12De son côté, le ministère contribue à la différenciation de l’offre dans les critères de sélection des campus numériques, en écartant les projets qui aboutiraient à une offre de formation « redondante ». Tout comme la « diversification de l’offre de formation » et son « ajustement aux besoins d’un public potentiel [14] », qui n’est plus référé à un idéal collectif de niveau de formation requis, l’effacement de la frontière actuelle entre formation continue et formation initiale au profit de la formation tout au long de la vie est l’une des conditions nécessaires à la construction d’un marché de la formation à distance. Cet effacement est déjà à l’œuvre dans certaines formations à distance qui proposent les mêmes tarifs aux deux catégories d’étudiants visés. Toutefois, il est loin d’être général et surtout la distinction n’est pas institutionnellement ni politiquement abolie : les deux types de formation relèvent encore de registres de droits, de ministères et de tarifs différents, au moins pour l’enseignement « en présentiel ». L’idée se profile néanmoins dans la plupart des textes étudiés que cette distinction n’est plus valide (document 4). Dans ce contexte politique, la promotion de « l’éducation tout au long de la vie » se trouve associée à une redéfinition des frontières entre les formations, au profit du modèle marchand qui régit déjà la formation continue [15]. L’utilisation du terme « apprenant » dans les textes officiels consacrés à la FOAD pour désigner à la fois le public de formation initiale et celui de formation continue illustre cette redéfinition : moins connotée que celle des termes « client » ou « usager », elle signifie que les frontières sont désormais dépassées.

Document 4

La « responsabilisation » financière de l’apprenant tout au long de la vie
Selon le rapport sur les « campus numériques » réalisé sous la direction de Michel Averous et Gilbert Touzot, le développement de la formation à distance remet en cause les schémas sur lesquels était basée « la politique française en matière d’enseignement supérieur », et notamment « la création d’universités nouvelles, la croissance du nombre d’IUT, les cursus centrés sur la poursuite des diplômes, et organisés en année, plus récemment en semestres, la séparation entre formation initiale pratiquement gratuite et formation continue payante, les systèmes de bourses et d’aides aux étudiants basés sur la présence physique dans l’établissement (restaurants universitaires et autres services sociaux, résidences du CROUS) ».
Le financement par l’État de la FOAD devrait donc permettre de réexaminer « la distinction entre formation initiale payée par l’État et la formation continue payée par l’apprenant ». D’une part, il serait possible de « donner un potentiel d’années de formation gratuite à tout citoyen, qu’il utiliserait à sa guise, sous la forme qu’il souhaite (chèque formation) » ; d’autre part, « l’apprenant » pourrait intervenir dans le financement de certains services additionnels de formation, « comme c’est le cas dans les formations à distance du CNED ». L’idée de compte de formation individuelle, mise en avant par la Commission européenne, est citée en exemple : « Les intéressés sont encouragés à participer au financement de leur propre formation grâce à une épargne et des versements spéciaux auxquels viennent s’ajouter des sommes équivalentes ou complémentaires provenant d’aides et d’allocations publiques ou privées. »
Les « nouvelles compétences de base » qui resteraient à la charge de la formation initiale se trouvent ainsi redéfinies : « les compétences en technologies de l’information, la maîtrise des langues étrangères, une culture technologique, l’esprit d’entreprise et des aptitudes sociales ».
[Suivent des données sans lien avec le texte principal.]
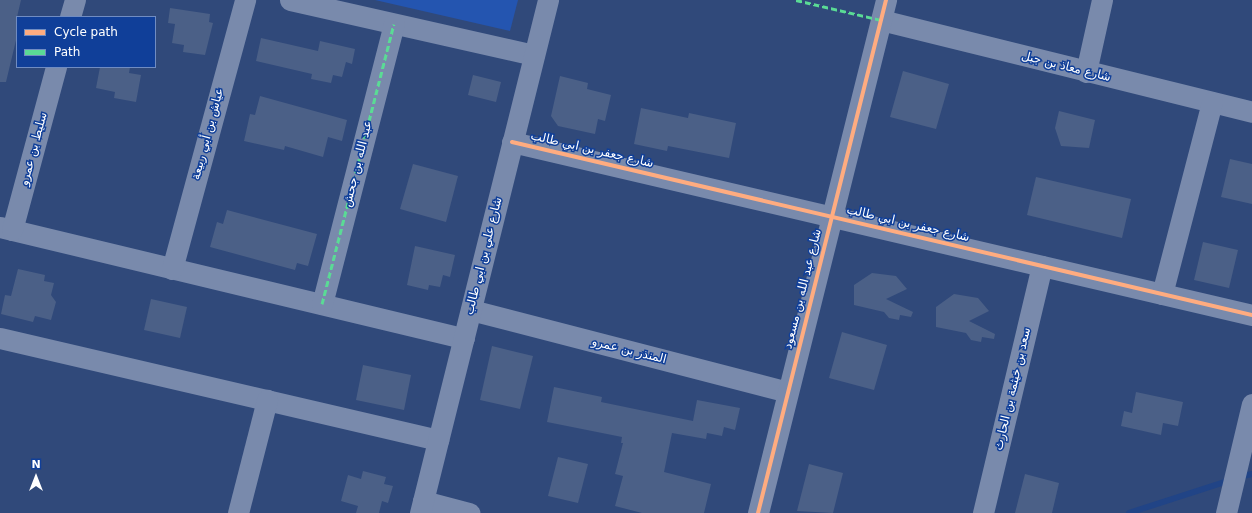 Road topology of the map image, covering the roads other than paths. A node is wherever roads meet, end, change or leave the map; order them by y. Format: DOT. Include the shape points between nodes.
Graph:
graph roads {
  1 [pos="74,0"];
  2 [pos="245,0"];
  3 [pos="290,0"];
  4 [pos="548,0"];
  5 [pos="1102,0"];
  6 [pos="883,10"];
  7 [pos="70,16"];
  8 [pos="394,24"];
  9 [pos="534,55"];
  10 [pos="56,68"];
  11 [pos="1086,72"];
  12 [pos="1212,102"];
  13 [pos="1252,112"];
  14 [pos="512,142"];
  15 [pos="832,217"];
  16 [pos="6,229"];
  17 [pos="1042,266"];
  18 [pos="172,269"];
  19 [pos="1162,294"];
  20 [pos="322,304"];
  21 [pos="471,310"];
  22 [pos="1252,314"];
  23 [pos="0,338"];
  24 [pos="464,338"];
  25 [pos="788,392"];
  26 [pos="267,400"];
  27 [pos="1252,404"];
  28 [pos="438,440"];
  29 [pos="422,507"];
  30 [pos="238,513"];
  31 [pos="469,513"];
  32 [pos="758,513"];
  33 [pos="984,513"];
  34 [pos="1226,513"];
  1 -- 7 [label="street"];
  2 -- 18 [label="street, عياش بن أبي ربيعة"];
  3 -- 8 [label="street"];
  4 -- 9 [label="street, شارع علي بن ابي طالب"];
  5 -- 11 [label="street"];
  6 -- 11 [label="street, شارع معاذ بن جبل"];
  6 -- 15 [label="street, شارع عبد الله بن مسعود"];
  8 -- 9 [label="street"];
  8 -- 20 [label="street, عبد الله بن جحش"];
  9 -- 14 [label="street, شارع علي بن ابي طالب"];
  10 -- 16 [label="street, سليط بن عمرو"];
  11 -- 12 [label="street, شارع معاذ بن جبل"];
  12 -- 13 [label="street, شارع معاذ بن جبل"];
  12 -- 19 [label="street"];
  14 -- 15 [label="street, شارع جعفر بن ابي طالب"];
  14 -- 21 [label="street, شارع علي بن ابي طالب"];
  15 -- 17 [label="street, شارع جعفر بن ابي طالب"];
  15 -- 25 [label="street, شارع عبد الله بن مسعود"];
  16 -- 18 [label="street"];
  17 -- 19 [label="street, شارع جعفر بن ابي طالب"];
  17 -- 33 [label="street, سعد بن خيثمة بن الحارث"];
  18 -- 20 [label="street"];
  19 -- 22 [label="street, شارع جعفر بن ابي طالب"];
  20 -- 24 [label="street"];
  21 -- 24 [label="street, شارع علي بن ابي طالب"];
  21 -- 25 [label="street, المنذر بن عمرو"];
  23 -- 26 [label="street"];
  24 -- 28 [label="street, شارع علي بن ابي طالب"];
  25 -- 32 [label="street, شارع عبد الله بن مسعود"];
  26 -- 28 [label="street"];
  26 -- 30 [label="street"];
  27 -- 34 [label="street"];
  28 -- 29 [label="street, شارع علي بن ابي طالب"];
  29 -- 31 [label="street"];
} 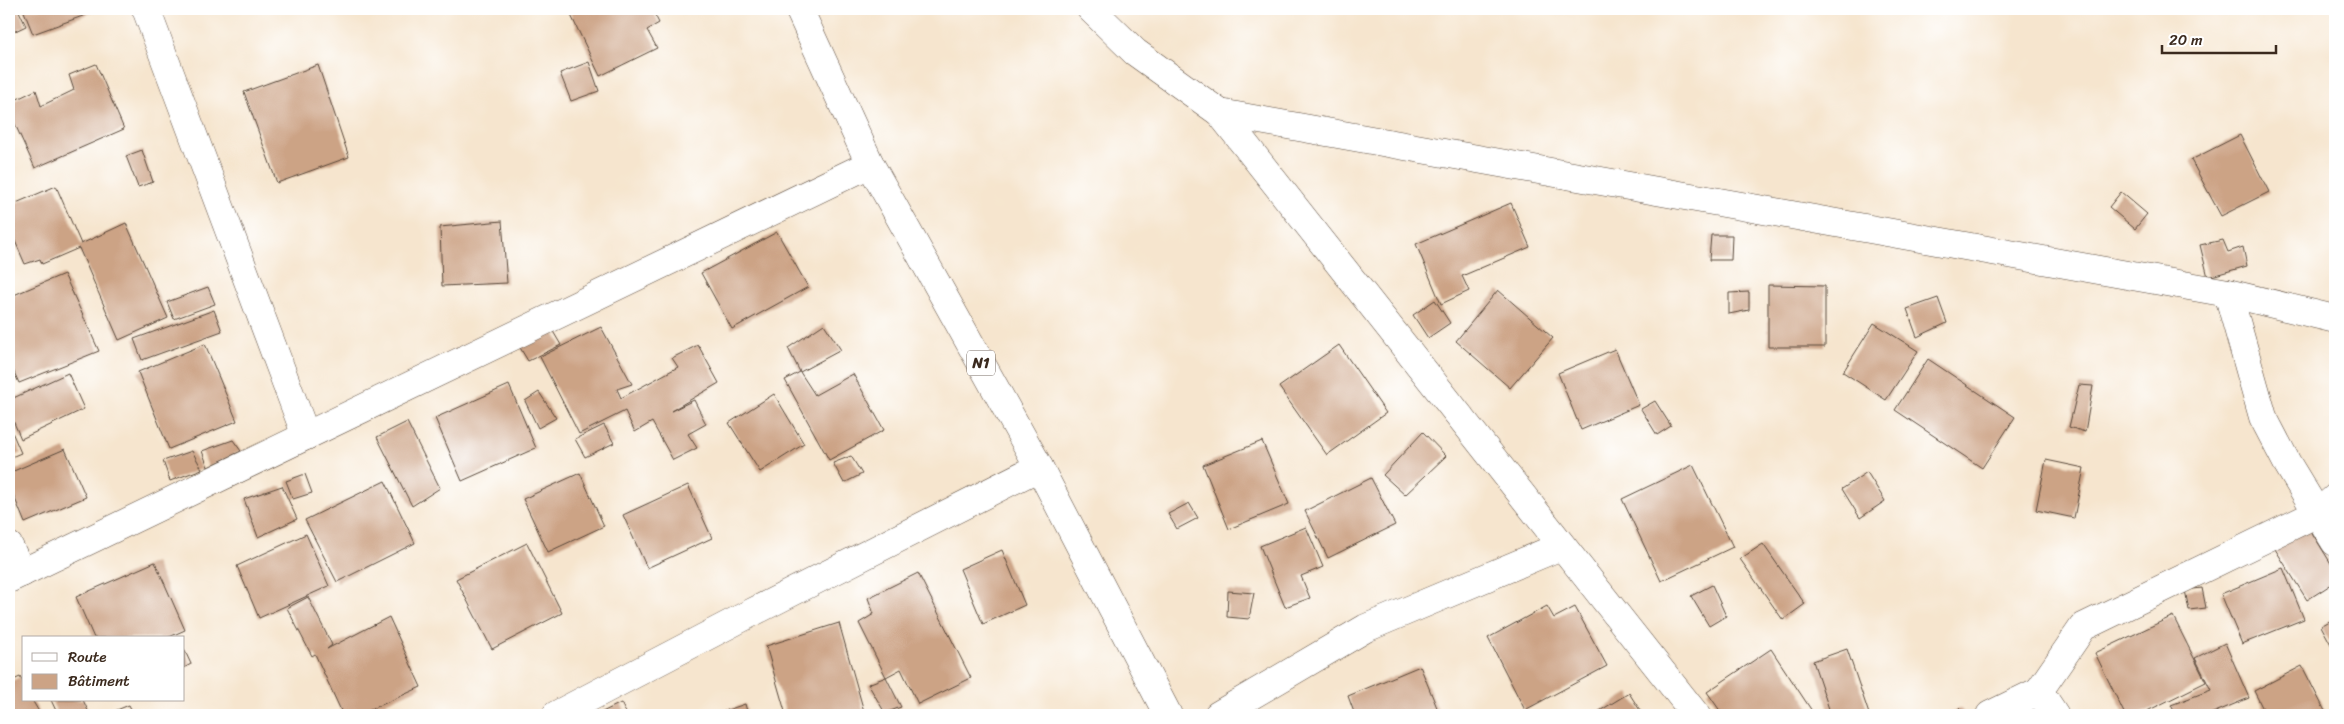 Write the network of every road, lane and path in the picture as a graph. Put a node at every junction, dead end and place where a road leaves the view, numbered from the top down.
1 (146, 9) edge
2 (799, 9) edge
3 (1091, 9) edge
4 (1220, 113) junction
5 (870, 164) junction
6 (2228, 293) junction
7 (2335, 319) edge
8 (306, 436) junction
9 (1039, 467) junction
10 (2327, 506) edge
11 (2335, 542) edge
12 (9, 546) edge
13 (1561, 546) junction
14 (15, 576) edge
15 (2039, 691) junction
16 (556, 715) edge
17 (1168, 715) edge
18 (1218, 715) edge
19 (1696, 715) edge
20 (1990, 715) edge
21 (2055, 715) edge

1 - 8 main road
2 - 5 main road, N1
3 - 4 main road
4 - 6 main road
4 - 13 main road
5 - 8 main road
5 - 9 main road, N1
6 - 7 main road
6 - 10 main road
8 - 14 main road
9 - 16 main road
9 - 17 main road, N1
10 - 11 main road
10 - 15 main road
12 - 14 main road
13 - 18 main road
13 - 19 main road
15 - 20 main road
15 - 21 main road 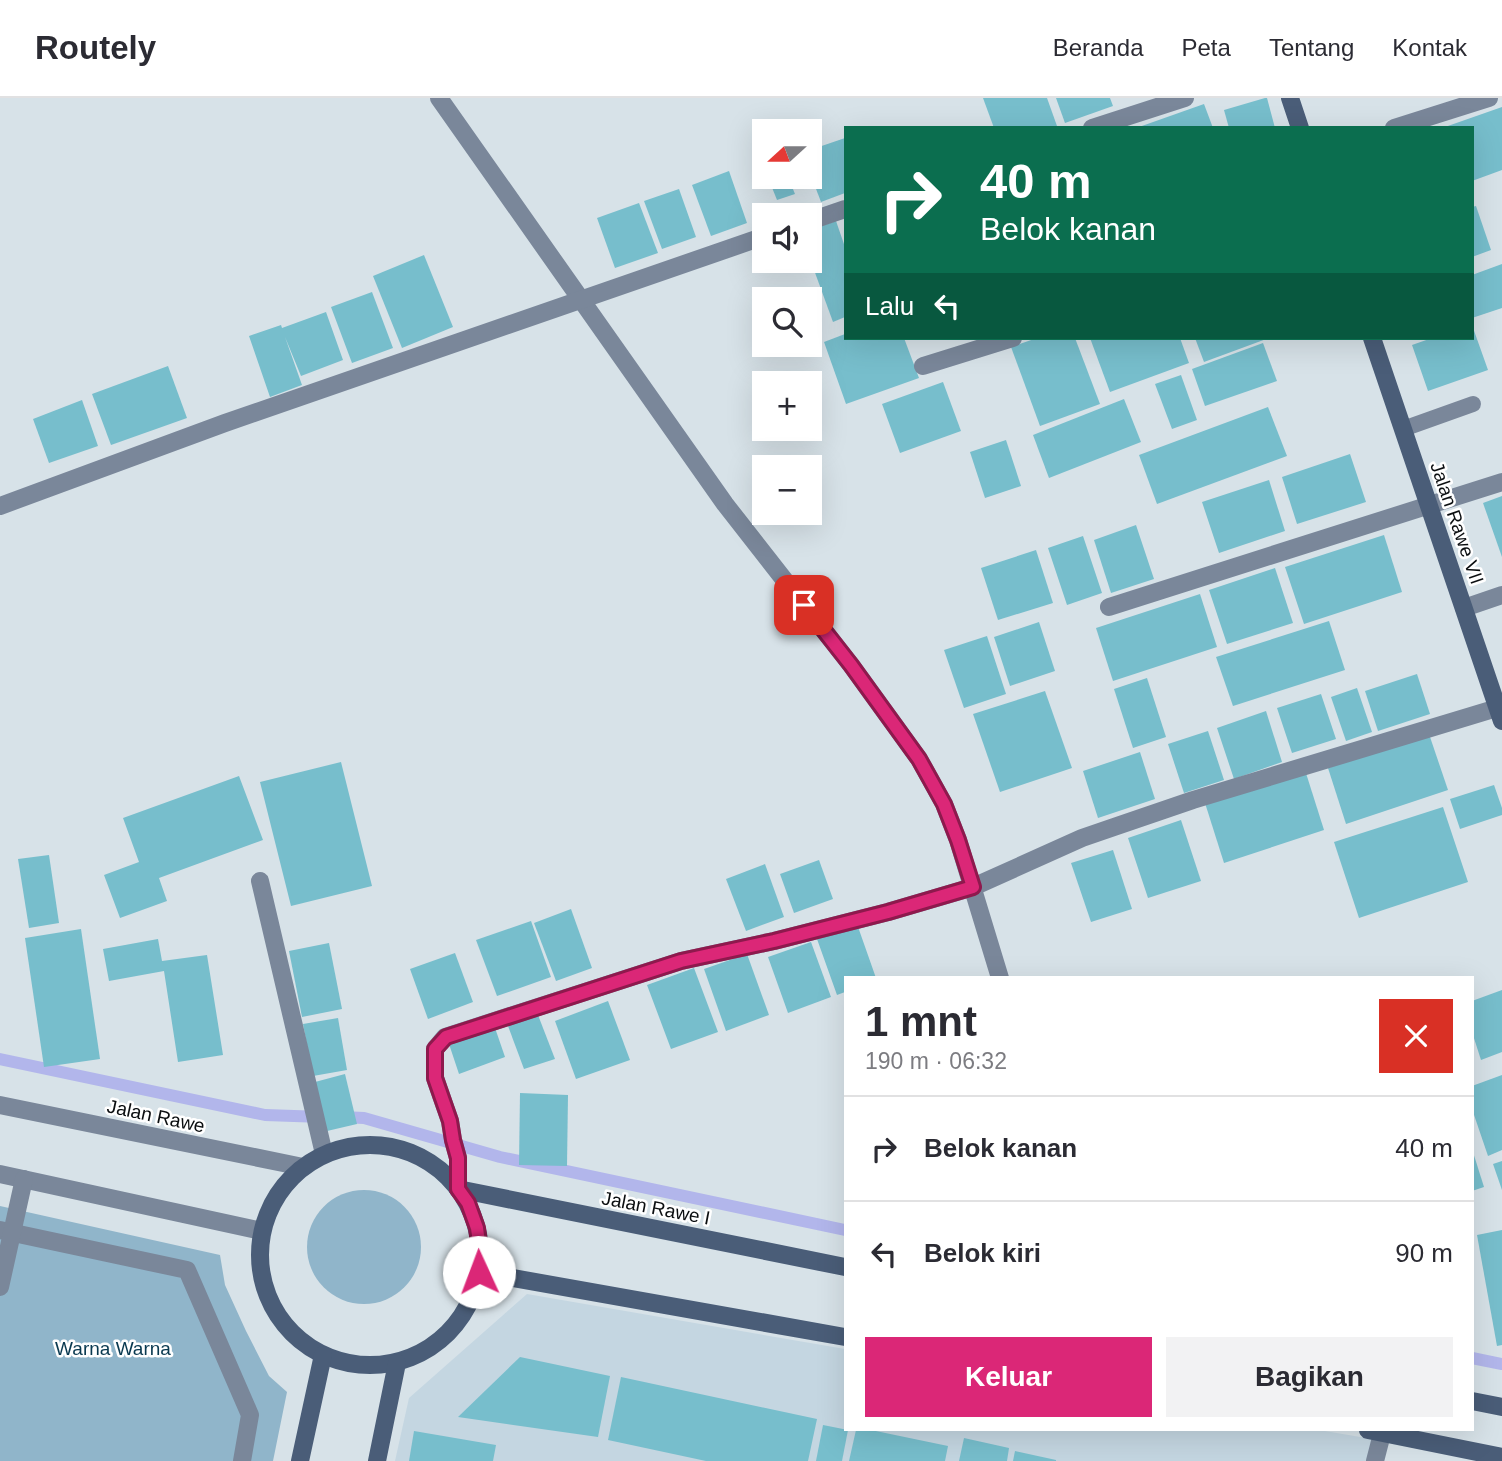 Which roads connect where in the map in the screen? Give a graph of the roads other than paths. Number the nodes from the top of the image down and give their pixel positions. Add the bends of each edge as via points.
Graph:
1 (439, 98) edge
2 (1185, 98) edge
3 (1290, 98) edge
4 (1489, 98) edge
5 (1098, 126) edge
6 (1299, 126) edge
7 (1400, 126) edge
8 (844, 209) edge
9 (822, 217) edge
10 (752, 240) edge
11 (581, 299) junction
12 (1007, 340) edge
13 (1373, 340) edge
14 (923, 366) dead end
15 (1473, 404) dead end
16 (1403, 429) junction
17 (1502, 482) edge
18 (1428, 505) junction
19 (0, 506) edge
20 (1502, 595) edge
21 (1109, 607) dead end
22 (1464, 608) junction
23 (1500, 714) edge
24 (260, 881) dead end
25 (973, 887) junction
26 (999, 976) edge
27 (0, 1105) edge
28 (324, 1154) junction
29 (303, 1167) junction
30 (0, 1174) edge
31 (24, 1179) junction
32 (458, 1189) junction
33 (6, 1231) edge
34 (262, 1231) junction
35 (844, 1267) edge
36 (479, 1272) junction
37 (0, 1287) edge
38 (844, 1337) edge
39 (323, 1355) junction
40 (397, 1363) junction
41 (1474, 1401) edge
42 (1502, 1407) edge
43 (1378, 1431) edge
44 (1502, 1457) edge
45 (242, 1461) edge
46 (300, 1461) edge
47 (377, 1461) edge
48 (1375, 1461) edge

1 - 11 street
2 - 5 street
3 - 6 street
4 - 7 street
8 - 9 street
10 - 11 street
11 - 19 street
11 - 25 street via 725,504 919,759 944,804
12 - 14 street
13 - 16 street, Jalan Rawe VII
15 - 16 lane
16 - 18 street, Jalan Rawe VII
17 - 18 street
18 - 21 street
18 - 22 street, Jalan Rawe VII
20 - 22 street
22 - 23 street, Jalan Rawe VII
23 - 25 street via 1192,800 1082,838
24 - 28 street
25 - 26 street
25 - 32 street via 681,961 446,1037 435,1049 435,1078 458,1158
27 - 29 street, Jalan Rawe
28 - 29 street
28 - 32 street via 350,1146 405,1150 430,1163
29 - 34 street via 277,1196
30 - 31 street
31 - 33 street
31 - 34 street
32 - 35 street, Jalan Rawe I
32 - 36 street via 477,1228
33 - 37 street
33 - 45 street via 187,1270 250,1415
34 - 39 street via 261,1268 271,1303 293,1334
36 - 38 street
36 - 40 street via 470,1303 452,1331 427,1350
39 - 40 street via 359,1365
39 - 46 street
40 - 47 street
41 - 42 street
43 - 44 street
43 - 48 street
Les pionniers de la formation à distance

13La conversion des enseignants-chercheurs à l’usage pédagogique d’internet a été encouragée par le ministère à l’aide de séminaires ouverts à tous et fondés sur le volontariat : une offre de formation des enseignants-chercheurs à la production multimédia, présentée sous l’angle de la modernisation technique des pratiques pédagogiques, a été assurée par les cellules TICE et les chargés de mission aux nouvelles technologies au sein des universités. Ces chargés de mission, qui se perçoivent comme des pionniers ou des innovateurs pédagogiques, voire des militants, sont portés à associer développement technologique et progrès social. Parmi eux, les ingénieurs ou les chefs de projet constituent l’essentiel du personnel des cellules TICE, même si ce sont les enseignants-chercheurs qui, par définition, produisent les contenus. La dimension « ingénierie », qu’elle soit pédagogique ou plus purement technique, apparaît comme une constante de leur formation et/ou du poste qu’ils occupent. Le campus A, par exemple, emploie six personnes à temps plein, dont un chef de projet, qui dirige la structure, un assistant chef de projet, un ingénieur infographiste, un ingénieur pédagogique, deux ingénieurs d’études. Le « centre d’ingénierie pédagogique » du campus B a une mission similaire aux cellules TICE : développer l’usage des TICE, former les enseignants-chercheurs à leur utilisation, leur fournir l’infrastructure technique et humaine nécessaire, formuler des projets dans le cadre des contrats quadriennaux ou des appels d’offres du ministère, etc. Il a sensiblement la même composition, excepté le directeur qui est maître de conférences-ingénieur de formation, diplômé du CNAM ; il s’est ensuite orienté vers l’utilisation des mathématiques en sciences sociales. Les cinq autres cellules étudiées sont également composées de postes d’ingénieurs ou de professeurs associés.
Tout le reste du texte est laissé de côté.